=== What is needed ===
Records follow. Copy every line with "each".

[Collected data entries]
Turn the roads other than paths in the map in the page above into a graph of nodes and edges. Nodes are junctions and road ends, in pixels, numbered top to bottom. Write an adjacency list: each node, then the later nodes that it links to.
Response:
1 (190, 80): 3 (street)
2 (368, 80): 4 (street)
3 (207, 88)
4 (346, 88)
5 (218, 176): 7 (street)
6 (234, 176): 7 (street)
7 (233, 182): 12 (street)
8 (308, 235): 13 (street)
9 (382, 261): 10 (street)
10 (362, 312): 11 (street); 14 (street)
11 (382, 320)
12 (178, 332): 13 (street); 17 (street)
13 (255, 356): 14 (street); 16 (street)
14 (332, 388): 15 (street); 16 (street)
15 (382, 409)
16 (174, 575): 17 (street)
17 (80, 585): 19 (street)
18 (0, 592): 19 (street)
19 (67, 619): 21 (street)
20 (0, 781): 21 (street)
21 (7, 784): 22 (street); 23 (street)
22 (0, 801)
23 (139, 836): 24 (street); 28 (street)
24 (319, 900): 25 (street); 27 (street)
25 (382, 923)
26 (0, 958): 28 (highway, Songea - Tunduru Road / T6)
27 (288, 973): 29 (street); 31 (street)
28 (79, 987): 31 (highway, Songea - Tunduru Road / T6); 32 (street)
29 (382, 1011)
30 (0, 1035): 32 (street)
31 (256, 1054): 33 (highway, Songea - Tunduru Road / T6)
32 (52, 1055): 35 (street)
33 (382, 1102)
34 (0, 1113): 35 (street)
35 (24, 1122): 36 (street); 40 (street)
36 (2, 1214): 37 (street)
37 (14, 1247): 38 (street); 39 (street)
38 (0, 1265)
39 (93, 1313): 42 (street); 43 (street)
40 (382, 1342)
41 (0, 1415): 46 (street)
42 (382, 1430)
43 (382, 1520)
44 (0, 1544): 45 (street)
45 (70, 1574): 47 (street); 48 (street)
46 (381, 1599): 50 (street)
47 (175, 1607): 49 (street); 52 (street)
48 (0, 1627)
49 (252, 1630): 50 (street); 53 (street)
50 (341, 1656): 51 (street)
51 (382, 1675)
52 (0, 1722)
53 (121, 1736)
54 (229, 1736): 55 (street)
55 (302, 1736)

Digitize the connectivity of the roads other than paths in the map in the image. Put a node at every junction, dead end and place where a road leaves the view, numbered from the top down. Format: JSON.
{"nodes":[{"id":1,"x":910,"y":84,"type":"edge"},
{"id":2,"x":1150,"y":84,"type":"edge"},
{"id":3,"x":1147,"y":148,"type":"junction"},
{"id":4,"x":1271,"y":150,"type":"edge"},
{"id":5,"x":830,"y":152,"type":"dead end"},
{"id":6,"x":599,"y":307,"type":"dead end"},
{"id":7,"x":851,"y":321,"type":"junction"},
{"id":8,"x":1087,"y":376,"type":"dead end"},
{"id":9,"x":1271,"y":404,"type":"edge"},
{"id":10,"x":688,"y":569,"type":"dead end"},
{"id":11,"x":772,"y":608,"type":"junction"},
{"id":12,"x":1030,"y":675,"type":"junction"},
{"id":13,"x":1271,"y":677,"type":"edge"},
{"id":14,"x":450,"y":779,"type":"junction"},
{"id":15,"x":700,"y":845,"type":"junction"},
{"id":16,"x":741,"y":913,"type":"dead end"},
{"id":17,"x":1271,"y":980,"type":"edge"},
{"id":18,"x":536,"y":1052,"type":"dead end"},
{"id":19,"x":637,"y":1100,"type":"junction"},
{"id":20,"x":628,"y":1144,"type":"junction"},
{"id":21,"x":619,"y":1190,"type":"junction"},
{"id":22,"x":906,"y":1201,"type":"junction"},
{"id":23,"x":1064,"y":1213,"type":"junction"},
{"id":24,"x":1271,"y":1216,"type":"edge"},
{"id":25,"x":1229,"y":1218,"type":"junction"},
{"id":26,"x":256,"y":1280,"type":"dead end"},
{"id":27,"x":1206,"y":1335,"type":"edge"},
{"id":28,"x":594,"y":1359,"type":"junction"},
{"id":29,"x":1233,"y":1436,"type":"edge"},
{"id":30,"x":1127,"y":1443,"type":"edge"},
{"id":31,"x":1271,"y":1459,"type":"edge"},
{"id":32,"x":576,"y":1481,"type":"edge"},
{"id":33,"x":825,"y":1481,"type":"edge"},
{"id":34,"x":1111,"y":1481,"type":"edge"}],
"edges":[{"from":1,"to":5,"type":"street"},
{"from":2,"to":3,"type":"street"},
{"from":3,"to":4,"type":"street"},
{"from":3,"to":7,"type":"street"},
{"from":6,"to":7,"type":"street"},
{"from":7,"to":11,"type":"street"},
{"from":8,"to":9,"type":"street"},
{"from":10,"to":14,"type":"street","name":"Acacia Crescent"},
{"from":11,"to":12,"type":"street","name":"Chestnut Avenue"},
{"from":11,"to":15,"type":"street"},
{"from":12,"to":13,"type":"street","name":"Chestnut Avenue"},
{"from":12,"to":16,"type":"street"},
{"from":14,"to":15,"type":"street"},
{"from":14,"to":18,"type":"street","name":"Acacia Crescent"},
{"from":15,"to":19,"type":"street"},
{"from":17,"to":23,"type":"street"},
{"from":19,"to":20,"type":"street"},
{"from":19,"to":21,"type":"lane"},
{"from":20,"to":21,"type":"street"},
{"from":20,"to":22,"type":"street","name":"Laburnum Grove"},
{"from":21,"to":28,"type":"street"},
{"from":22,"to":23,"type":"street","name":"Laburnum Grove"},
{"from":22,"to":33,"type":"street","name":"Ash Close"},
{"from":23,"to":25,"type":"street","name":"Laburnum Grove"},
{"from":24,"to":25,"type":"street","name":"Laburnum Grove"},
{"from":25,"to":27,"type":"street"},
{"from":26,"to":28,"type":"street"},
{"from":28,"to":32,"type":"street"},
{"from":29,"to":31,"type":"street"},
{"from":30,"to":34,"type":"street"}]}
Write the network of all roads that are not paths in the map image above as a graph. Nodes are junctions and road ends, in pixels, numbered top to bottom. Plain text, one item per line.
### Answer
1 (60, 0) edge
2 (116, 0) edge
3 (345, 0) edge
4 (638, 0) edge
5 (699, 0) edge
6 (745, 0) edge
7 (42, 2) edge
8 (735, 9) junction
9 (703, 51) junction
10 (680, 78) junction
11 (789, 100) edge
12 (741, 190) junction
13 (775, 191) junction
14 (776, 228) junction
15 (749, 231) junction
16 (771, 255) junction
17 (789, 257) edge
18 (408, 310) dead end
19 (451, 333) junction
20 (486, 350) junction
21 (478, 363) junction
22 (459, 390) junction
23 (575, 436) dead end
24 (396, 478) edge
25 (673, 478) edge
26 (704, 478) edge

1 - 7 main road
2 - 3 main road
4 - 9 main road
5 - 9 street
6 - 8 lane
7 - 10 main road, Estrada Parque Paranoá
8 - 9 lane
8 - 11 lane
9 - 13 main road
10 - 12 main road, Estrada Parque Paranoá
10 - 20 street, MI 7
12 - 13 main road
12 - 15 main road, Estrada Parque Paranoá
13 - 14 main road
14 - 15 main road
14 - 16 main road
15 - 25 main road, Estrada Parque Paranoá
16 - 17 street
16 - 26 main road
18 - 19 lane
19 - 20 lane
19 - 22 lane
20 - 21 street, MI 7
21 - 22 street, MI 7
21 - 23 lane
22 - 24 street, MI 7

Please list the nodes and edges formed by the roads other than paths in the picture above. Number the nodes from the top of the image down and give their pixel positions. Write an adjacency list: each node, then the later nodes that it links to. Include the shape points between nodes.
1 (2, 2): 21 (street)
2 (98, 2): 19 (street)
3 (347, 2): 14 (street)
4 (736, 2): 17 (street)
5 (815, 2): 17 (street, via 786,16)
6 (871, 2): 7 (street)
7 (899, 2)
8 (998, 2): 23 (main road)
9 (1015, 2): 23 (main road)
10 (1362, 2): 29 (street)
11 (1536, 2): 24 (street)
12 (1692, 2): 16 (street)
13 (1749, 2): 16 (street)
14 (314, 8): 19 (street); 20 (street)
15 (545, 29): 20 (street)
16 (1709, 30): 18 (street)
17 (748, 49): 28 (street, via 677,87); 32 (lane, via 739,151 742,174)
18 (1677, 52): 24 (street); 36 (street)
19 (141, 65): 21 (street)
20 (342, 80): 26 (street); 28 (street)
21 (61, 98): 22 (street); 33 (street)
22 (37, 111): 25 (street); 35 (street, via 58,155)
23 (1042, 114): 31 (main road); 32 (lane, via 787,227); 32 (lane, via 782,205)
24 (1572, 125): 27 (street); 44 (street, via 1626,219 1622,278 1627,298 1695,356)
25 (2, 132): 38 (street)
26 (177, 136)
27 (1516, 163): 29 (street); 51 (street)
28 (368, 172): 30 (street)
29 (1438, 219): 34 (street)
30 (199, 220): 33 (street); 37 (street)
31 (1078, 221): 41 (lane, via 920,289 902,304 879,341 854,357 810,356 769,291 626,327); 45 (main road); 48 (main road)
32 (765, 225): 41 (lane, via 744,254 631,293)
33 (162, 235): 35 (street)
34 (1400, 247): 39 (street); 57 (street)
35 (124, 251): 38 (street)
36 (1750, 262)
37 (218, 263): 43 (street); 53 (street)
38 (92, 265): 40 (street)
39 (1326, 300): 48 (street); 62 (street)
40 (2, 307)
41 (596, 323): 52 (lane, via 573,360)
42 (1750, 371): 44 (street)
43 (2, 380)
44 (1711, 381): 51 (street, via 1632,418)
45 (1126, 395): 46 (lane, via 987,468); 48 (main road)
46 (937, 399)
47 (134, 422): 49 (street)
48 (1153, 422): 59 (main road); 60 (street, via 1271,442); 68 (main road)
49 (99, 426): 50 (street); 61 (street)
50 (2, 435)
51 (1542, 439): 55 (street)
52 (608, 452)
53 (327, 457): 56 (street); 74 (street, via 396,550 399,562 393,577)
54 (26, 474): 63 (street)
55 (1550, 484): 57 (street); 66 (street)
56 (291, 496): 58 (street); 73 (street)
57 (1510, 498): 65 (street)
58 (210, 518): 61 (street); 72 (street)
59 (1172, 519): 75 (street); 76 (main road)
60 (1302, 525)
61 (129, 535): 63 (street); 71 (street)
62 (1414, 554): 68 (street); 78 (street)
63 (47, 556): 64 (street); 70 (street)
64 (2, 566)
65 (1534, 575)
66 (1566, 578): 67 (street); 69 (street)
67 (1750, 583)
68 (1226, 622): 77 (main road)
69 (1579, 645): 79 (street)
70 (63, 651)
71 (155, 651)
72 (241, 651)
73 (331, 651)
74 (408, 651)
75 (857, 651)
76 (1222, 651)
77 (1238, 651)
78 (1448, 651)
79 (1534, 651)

=== Solution ===
Turn the roads other than paths in the map in the page above into a graph of nodes and edges. Nodes are junctions and road ends, in pixels, numbered top to bottom. Write an adjacency list: each node, then the later nodes that it links to.
Please list the nodes and edges formed by the roads other than paths in the picture above. Number the nodes from the top of the image down and give their pixel positions. Write an adjacency list: each node, then the later nodes that it links to. Include the shape points between nodes.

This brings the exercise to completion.